Collected data entries:
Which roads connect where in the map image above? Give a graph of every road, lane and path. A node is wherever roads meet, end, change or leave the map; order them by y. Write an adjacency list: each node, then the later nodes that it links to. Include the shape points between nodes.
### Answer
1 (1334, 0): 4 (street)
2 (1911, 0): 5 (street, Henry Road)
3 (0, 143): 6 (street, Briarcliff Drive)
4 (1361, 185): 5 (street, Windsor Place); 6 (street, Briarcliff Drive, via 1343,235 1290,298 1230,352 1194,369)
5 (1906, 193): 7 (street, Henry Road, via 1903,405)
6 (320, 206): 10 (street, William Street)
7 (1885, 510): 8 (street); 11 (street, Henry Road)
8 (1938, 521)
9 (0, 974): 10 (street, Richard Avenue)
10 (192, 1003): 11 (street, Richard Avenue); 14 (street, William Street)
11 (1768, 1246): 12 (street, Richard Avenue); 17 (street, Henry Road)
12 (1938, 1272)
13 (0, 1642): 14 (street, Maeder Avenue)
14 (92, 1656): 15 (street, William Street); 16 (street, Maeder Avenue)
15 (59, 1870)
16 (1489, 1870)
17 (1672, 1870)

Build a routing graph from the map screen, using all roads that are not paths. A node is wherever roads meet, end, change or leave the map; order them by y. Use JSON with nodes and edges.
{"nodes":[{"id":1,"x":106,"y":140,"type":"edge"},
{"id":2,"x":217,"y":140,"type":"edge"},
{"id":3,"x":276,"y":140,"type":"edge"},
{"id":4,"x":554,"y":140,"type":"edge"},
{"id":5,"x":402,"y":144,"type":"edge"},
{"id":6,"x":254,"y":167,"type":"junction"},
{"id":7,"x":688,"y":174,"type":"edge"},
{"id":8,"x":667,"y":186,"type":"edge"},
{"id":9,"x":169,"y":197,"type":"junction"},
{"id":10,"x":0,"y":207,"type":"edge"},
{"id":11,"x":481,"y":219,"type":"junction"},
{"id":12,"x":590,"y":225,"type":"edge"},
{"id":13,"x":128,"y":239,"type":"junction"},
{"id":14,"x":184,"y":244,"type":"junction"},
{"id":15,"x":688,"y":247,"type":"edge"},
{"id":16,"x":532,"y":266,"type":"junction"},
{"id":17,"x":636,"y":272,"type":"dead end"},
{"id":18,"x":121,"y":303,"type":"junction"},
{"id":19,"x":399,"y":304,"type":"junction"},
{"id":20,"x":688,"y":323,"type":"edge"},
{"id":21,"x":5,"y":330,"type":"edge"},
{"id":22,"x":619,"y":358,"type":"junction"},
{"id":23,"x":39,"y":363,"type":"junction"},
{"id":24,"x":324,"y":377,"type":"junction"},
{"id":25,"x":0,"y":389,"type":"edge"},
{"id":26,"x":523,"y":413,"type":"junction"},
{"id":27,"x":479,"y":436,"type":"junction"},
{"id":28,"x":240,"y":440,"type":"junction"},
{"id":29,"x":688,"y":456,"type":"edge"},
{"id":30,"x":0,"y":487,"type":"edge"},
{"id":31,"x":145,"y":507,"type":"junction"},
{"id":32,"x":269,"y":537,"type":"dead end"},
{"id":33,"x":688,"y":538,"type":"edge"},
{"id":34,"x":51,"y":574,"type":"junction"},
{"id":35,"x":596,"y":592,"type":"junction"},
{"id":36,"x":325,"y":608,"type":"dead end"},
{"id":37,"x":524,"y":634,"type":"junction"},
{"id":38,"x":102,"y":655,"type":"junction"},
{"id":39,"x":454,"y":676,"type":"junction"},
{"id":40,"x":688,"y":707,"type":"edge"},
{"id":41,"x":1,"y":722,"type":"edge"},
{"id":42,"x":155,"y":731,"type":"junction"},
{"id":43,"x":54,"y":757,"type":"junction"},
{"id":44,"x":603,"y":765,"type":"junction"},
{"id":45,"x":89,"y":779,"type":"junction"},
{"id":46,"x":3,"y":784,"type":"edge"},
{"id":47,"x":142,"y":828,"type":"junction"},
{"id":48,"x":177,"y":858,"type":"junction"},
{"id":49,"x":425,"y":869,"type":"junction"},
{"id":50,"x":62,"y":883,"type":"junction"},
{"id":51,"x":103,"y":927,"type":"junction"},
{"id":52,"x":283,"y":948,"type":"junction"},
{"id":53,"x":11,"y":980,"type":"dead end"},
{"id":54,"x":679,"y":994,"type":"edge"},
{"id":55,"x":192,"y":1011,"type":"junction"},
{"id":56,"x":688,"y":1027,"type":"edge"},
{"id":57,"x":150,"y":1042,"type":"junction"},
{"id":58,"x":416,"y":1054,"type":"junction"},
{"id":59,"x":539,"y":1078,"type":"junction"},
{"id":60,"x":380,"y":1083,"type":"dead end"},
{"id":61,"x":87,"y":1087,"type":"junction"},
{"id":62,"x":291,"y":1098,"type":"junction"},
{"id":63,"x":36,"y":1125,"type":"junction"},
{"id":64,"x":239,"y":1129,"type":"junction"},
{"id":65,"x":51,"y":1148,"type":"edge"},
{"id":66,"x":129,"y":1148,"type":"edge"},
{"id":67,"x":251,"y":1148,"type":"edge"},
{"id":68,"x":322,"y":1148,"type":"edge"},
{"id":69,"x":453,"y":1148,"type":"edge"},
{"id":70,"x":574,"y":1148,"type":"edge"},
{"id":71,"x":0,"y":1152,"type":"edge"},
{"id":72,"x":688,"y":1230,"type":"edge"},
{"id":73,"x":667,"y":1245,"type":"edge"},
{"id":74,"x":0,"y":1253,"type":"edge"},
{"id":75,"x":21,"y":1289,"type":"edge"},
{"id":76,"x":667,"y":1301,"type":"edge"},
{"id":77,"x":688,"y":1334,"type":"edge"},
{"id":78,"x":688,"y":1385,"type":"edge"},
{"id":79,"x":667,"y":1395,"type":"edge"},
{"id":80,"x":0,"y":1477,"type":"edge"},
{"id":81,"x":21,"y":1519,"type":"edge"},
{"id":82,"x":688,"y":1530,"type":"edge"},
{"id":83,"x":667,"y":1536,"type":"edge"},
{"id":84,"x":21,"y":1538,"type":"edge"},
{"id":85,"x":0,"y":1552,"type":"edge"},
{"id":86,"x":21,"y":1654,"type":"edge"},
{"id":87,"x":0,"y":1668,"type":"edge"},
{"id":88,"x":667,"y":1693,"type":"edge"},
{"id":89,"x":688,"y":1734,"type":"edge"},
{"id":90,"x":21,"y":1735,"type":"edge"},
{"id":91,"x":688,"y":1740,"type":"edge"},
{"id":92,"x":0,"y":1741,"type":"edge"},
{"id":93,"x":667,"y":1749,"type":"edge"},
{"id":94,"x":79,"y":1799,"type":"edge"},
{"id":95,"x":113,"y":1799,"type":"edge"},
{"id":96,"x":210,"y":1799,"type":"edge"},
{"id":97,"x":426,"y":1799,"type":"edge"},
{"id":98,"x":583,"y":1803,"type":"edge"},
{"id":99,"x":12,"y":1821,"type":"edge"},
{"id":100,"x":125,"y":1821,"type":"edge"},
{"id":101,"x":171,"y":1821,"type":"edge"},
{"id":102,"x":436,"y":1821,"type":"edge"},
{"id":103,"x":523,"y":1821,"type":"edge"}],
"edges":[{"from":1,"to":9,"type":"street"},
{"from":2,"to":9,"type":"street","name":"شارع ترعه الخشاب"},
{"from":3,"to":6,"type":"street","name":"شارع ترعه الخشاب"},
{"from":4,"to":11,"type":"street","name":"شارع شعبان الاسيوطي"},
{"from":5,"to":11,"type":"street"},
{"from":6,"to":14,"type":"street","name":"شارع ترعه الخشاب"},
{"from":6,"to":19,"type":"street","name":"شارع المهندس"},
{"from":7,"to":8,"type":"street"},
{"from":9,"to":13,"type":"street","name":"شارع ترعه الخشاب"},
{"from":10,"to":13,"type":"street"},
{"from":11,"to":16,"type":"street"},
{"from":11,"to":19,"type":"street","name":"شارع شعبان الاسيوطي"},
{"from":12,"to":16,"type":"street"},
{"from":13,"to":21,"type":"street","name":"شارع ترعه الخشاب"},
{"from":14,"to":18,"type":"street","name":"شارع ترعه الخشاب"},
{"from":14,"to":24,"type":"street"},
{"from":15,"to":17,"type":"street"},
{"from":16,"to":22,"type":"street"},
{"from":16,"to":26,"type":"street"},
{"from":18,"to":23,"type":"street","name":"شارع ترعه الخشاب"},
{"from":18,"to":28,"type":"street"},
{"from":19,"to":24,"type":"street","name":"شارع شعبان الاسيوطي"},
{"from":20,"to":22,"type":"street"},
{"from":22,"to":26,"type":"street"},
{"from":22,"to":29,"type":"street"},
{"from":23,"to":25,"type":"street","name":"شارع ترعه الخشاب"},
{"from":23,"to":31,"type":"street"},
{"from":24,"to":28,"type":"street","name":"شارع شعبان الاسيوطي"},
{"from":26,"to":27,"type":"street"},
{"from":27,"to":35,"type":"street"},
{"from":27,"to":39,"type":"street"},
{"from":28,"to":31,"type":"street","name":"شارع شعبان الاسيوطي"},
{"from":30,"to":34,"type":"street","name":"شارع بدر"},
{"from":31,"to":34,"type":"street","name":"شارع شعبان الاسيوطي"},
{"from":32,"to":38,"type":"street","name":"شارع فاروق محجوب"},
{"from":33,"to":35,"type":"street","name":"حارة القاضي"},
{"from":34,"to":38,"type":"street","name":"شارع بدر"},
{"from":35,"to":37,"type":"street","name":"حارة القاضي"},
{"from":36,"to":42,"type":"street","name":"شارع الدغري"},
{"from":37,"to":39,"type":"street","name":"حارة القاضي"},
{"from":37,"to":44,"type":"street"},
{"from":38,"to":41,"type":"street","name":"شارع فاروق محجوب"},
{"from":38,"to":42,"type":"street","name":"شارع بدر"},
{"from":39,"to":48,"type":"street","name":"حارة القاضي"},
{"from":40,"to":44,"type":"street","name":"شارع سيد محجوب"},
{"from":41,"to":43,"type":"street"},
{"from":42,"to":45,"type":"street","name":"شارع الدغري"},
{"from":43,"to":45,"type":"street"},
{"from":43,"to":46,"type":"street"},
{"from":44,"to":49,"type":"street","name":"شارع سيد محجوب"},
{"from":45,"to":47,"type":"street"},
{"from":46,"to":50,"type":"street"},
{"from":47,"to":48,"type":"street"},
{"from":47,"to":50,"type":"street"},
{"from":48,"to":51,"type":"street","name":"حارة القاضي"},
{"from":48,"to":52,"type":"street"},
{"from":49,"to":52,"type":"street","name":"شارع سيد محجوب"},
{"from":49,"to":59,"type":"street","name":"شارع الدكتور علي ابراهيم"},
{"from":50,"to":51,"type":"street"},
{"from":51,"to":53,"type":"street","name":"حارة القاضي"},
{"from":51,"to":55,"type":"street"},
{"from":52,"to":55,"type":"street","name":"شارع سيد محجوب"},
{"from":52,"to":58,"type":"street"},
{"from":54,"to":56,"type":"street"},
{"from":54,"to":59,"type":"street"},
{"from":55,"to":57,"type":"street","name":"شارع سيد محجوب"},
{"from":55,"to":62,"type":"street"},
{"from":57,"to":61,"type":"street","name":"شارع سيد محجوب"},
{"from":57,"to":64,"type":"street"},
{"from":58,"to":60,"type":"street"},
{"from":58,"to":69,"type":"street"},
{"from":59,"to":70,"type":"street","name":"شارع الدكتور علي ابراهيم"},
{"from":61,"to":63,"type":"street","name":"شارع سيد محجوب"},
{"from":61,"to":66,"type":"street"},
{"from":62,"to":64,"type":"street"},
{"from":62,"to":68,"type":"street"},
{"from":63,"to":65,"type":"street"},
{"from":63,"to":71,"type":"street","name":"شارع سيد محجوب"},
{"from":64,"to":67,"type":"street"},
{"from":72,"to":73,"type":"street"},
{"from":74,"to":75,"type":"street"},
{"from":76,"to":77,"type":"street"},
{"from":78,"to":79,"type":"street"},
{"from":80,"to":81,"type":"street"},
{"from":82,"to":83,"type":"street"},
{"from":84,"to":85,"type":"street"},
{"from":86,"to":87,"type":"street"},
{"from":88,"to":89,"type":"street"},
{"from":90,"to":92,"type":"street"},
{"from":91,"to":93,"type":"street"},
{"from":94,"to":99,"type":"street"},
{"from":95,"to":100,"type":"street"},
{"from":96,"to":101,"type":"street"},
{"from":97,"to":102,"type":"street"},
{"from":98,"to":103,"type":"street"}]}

- Work to complete
The answer must be a single number: how many lines in the data contain the string "Henry"?

- Solution below
4